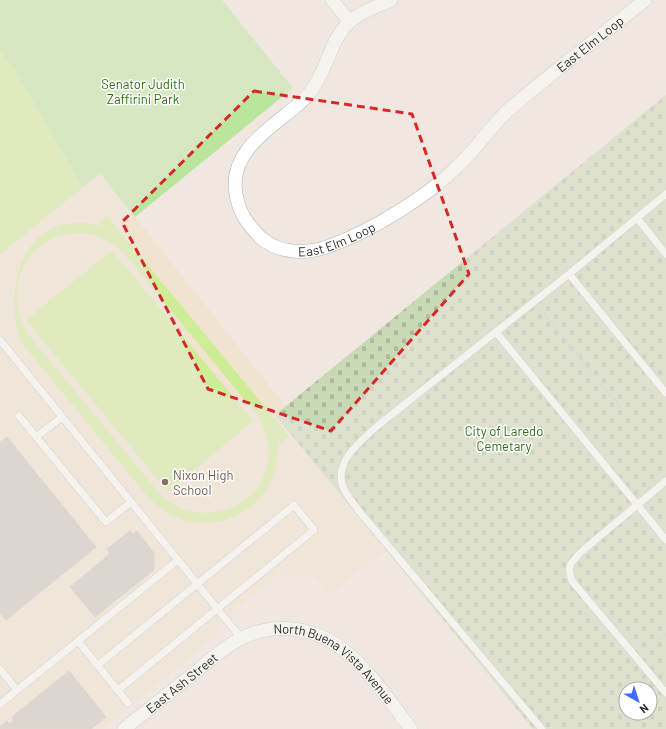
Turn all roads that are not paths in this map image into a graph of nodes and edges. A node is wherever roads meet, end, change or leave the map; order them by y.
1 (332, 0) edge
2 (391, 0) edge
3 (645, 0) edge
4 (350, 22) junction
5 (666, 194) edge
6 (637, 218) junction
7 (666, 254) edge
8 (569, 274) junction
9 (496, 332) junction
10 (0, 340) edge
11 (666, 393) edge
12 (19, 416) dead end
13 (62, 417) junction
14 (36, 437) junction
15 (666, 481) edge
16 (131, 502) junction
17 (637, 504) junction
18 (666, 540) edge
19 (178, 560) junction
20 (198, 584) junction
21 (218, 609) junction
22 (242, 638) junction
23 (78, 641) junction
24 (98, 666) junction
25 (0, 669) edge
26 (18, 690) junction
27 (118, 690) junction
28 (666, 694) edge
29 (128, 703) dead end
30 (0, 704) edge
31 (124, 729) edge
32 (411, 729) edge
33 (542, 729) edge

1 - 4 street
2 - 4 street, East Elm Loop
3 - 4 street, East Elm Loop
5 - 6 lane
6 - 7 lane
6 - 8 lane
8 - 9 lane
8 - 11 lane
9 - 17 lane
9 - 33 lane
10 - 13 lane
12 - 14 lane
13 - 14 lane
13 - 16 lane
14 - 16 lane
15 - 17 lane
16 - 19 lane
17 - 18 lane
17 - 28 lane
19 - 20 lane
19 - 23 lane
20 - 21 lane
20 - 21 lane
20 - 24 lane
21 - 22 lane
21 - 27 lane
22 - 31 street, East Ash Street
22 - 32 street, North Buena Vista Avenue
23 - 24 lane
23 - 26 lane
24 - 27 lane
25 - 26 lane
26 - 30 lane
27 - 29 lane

○ ○ ○ ○ ○ ○ ○

→ **Exercise**:
Search the data above for the string "East" and report each line that holds it.

→ **Problem solution**:
2 - 4 street, East Elm Loop
3 - 4 street, East Elm Loop
22 - 31 street, East Ash Street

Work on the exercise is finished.